4.1 细胞污染类型 细胞污染是其培养过程中较为常见的现象, 操作不当、培养器皿未进行彻底消毒、培养环境差以及低无菌观念等均为导致细胞污染的重要因素。因此, 提高操作人员的技术水平、定期消毒培养箱等均为有效减少细胞污染发生的有效措施。按污染类型, 细胞污染包括真菌污染、细菌污染、病毒污染以及支原体污染。正常情况下, 很多细胞群被污染后, 会阻滞生长, 产生变形, 很难处理, 而上述菌种比所培养的细胞更具活性, 培养环境也十分有利于污染物生存, 因此, 对培养箱进行定期消毒具有重要意义。

4.2 污染细胞的相应处理措施 细胞污染后, 任何补救措施均不理想, 抗生素对细胞伤害较大, 故而, 发现细胞污染,应及时对培养的细胞行灭菌操作, 然后重新培养, 对不宜丢弃的细胞可选择广谱抗生素抑制细菌生长, 然后于48 h内更换培养液, 但是此过程会对细胞造成不同程度的损伤, 因此更换营养液时, 应当适宜增加血清浓度, 促进细胞恢复。
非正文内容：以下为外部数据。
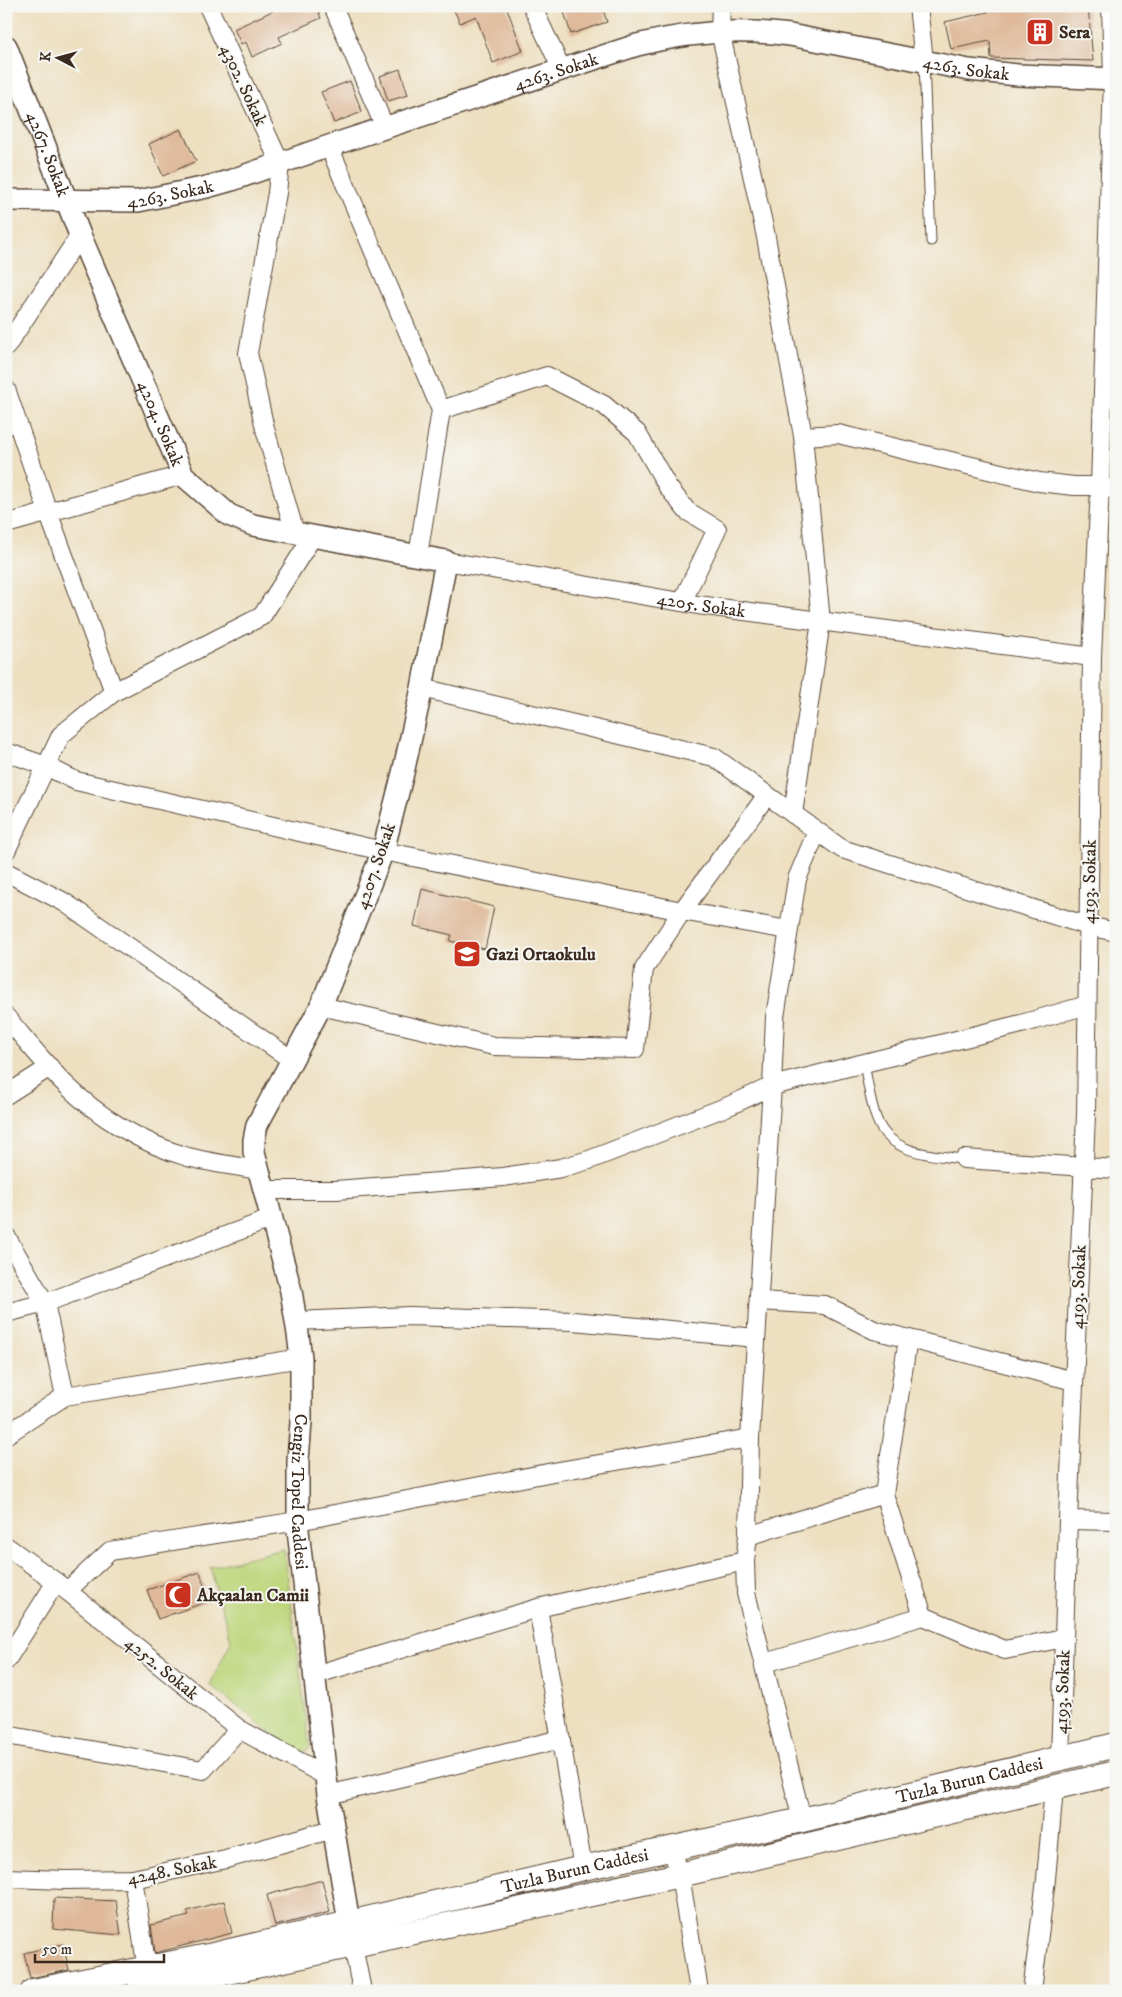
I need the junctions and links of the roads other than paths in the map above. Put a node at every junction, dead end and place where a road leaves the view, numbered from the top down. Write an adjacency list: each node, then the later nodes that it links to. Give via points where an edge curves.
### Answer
1 (208, 6): 14 (street, 4302. Sokak)
2 (332, 6): 12 (street)
3 (532, 6): 10 (street)
4 (721, 6): 7 (street)
5 (918, 6): 9 (street)
6 (1112, 6): 11 (street, 4193. Sokak)
7 (720, 31): 9 (street, 4263. Sokak, via 790,35); 10 (street, 4263. Sokak, via 650,41); 22 (street, via 764,232)
8 (6, 46): 16 (street, 4267. Sokak)
9 (924, 62): 11 (street, 4263. Sokak, via 1018,75); 18 (lane)
10 (562, 70): 12 (street, 4263. Sokak)
11 (1114, 79): 24 (street, 4193. Sokak)
12 (385, 128): 13 (street, 4263. Sokak)
13 (329, 146): 14 (street, 4263. Sokak); 21 (street)
14 (280, 163): 16 (street, 4263. Sokak, via 232,180 153,199); 27 (street, via 248,353 265,428)
15 (6, 200): 16 (street, 4263. Sokak)
16 (68, 201): 17 (street, 4267. Sokak)
17 (80, 235): 19 (street); 23 (street, 4204. Sokak)
18 (931, 241)
19 (6, 347)
20 (6, 389): 25 (street)
21 (441, 410): 28 (street); 30 (street, via 547,376 604,405 637,432 668,487 687,510 717,529)
22 (803, 436): 24 (street, via 838,434 1039,482); 31 (street)
23 (183, 475): 25 (street); 27 (street, 4204. Sokak, via 229,515 253,525)
24 (1108, 488): 32 (street, 4193. Sokak)
25 (48, 512): 26 (street); 34 (street)
26 (6, 524)
27 (304, 534): 28 (street, 4205. Sokak); 34 (street, via 262,616)
28 (418, 556): 29 (street, 4205. Sokak)
29 (446, 562): 30 (street, 4205. Sokak); 33 (street, 4207. Sokak)
30 (682, 602): 31 (street, 4205. Sokak)
31 (821, 621): 32 (street, 4205. Sokak); 38 (street)
32 (1092, 657): 44 (street, 4193. Sokak)
33 (422, 688): 37 (street, via 714,757); 41 (street, 4207. Sokak)
34 (114, 692): 36 (street, via 61,735)
35 (6, 752): 36 (street)
36 (46, 766): 40 (street); 41 (street, via 76,781)
37 (767, 795): 38 (street); 43 (street)
38 (793, 814): 39 (street)
39 (817, 831): 44 (street, via 842,849); 45 (street, via 797,879)
40 (6, 851)
41 (383, 851): 43 (street); 48 (street, 4207. Sokak)
42 (6, 872): 50 (street, via 64,902)
43 (682, 911): 45 (street); 48 (street, via 644,969 635,1049 494,1046)
44 (1088, 926): 46 (street); 47 (street, 4193. Sokak)
45 (788, 930): 53 (street, via 775,1017)
46 (1116, 932)
47 (1087, 1005): 51 (street); 56 (street, 4193. Sokak)
48 (321, 1006): 50 (street, 4207. Sokak)
49 (6, 1017): 52 (street)
50 (292, 1060): 58 (street, 4207. Sokak, via 257,1125)
51 (864, 1064): 53 (street); 55 (lane, via 877,1121 886,1134 911,1151)
52 (50, 1067): 54 (street); 58 (street, via 88,1105 122,1128 156,1145 189,1157)
53 (772, 1086): 58 (street, via 731,1105 561,1168 503,1177 336,1190); 61 (street)
54 (6, 1094)
55 (964, 1159): 56 (street)
56 (1083, 1167): 57 (street); 68 (street, 4193. Sokak)
57 (1116, 1169)
58 (260, 1171): 59 (street, Cengiz Topel Caddesi)
59 (273, 1218): 62 (street); 64 (street, Cengiz Topel Caddesi, via 292,1291)
60 (6, 1236): 62 (street)
61 (759, 1301): 65 (street); 66 (street, via 825,1306 874,1330)
62 (46, 1302): 63 (street); 69 (street)
63 (6, 1313)
64 (296, 1321): 65 (street, via 410,1316 573,1321); 67 (street, Cengiz Topel Caddesi)
65 (756, 1338): 71 (street)
66 (908, 1339): 68 (street); 72 (street)
67 (301, 1358): 69 (street); 74 (street, Cengiz Topel Caddesi)
68 (1074, 1381): 73 (street, 4193. Sokak)
69 (65, 1396): 70 (street)
70 (6, 1435)
71 (750, 1438): 74 (street); 76 (street)
72 (884, 1494): 76 (street); 81 (street)
73 (1068, 1520): 75 (street); 82 (street, 4193. Sokak)
74 (298, 1521): 79 (street, via 110,1551); 85 (street, Cengiz Topel Caddesi)
75 (1116, 1521)
76 (748, 1536): 78 (street)
77 (6, 1546): 79 (street, 4252. Sokak)
78 (745, 1561): 80 (street); 84 (street, via 746,1593)
79 (61, 1586): 83 (street); 86 (street, 4252. Sokak)
80 (538, 1608): 85 (street); 88 (street)
81 (923, 1616): 82 (street, via 1005,1650); 84 (street)
82 (1064, 1638): 90 (street, 4193. Sokak)
83 (6, 1661)
84 (764, 1663): 94 (street)
85 (314, 1675): 92 (street, Cengiz Topel Caddesi)
86 (239, 1729): 87 (street, via 202,1770); 92 (street, 4252. Sokak)
87 (6, 1735)
88 (561, 1739): 92 (street); 97 (street)
89 (1116, 1745): 90 (main road, Tuzla Burun Caddesi)
90 (1060, 1758): 94 (main road, Tuzla Burun Caddesi)
91 (1116, 1773): 93 (main road, Tuzla Burun Caddesi)
92 (327, 1786): 95 (street, Cengiz Topel Caddesi)
93 (1054, 1788): 98 (main road, Tuzla Burun Caddesi); 106 (street)
94 (802, 1820): 96 (main road, Tuzla Burun Caddesi)
95 (333, 1829): 100 (street, 4248. Sokak, via 226,1859); 101 (street, Cengiz Topel Caddesi)
96 (672, 1849): 97 (main road, Tuzla Burun Caddesi); 98 (street)
97 (583, 1868): 101 (main road, Tuzla Burun Caddesi)
98 (680, 1875): 101 (main road, Tuzla Burun Caddesi); 105 (street)
99 (6, 1878): 100 (street, 4248. Sokak)
100 (133, 1879): 102 (street)
101 (351, 1934): 102 (main road, Tuzla Burun Caddesi, via 213,1955); 104 (street)
102 (143, 1980): 103 (main road, Tuzla Burun Caddesi)
103 (43, 1990)
104 (362, 1991)
105 (698, 1991)
106 (1032, 1991)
对于微生物导致的细胞污染, 应灭菌后丢弃, 因为杀菌后更换培养液会致使大量细胞死亡, 失去继续培养的意义［4］。

综上所述, 细胞培养的操作技术要求较高, 除此之外,细胞培养成功的影响因素诸多, 例如培养的温度、酸碱度以及培养箱内的清洁情况等, 因此, 在培养细胞时, 相关操作人员应该注意细节, 遵守无菌操作原则, 尽量降低人为因素带来的不良影响, 积极研究探索细胞培养技术, 使之满足临床研究需求。

［1］ 张秀敏,郭风,王净,等.细胞培养常见问题分析及防控措施.医学信息, 2013,24(12):248-249.

［2］ 刘岚,陈绍坤,余红.贴壁细胞培养过程中支原体污染的几种救治方案疗效比较研究.现代医药卫生, 2012,24(8):1221-1222.

［3］ 吴文亮,杨新河,章蕾,等.细胞培养中污染的防控措施.临床合理用药, 2011,4(1):64-65.

［4］ 周丽薇.细胞培养技术与防止细胞污染的方法.医学信息,2012, 23(11):4587-4588.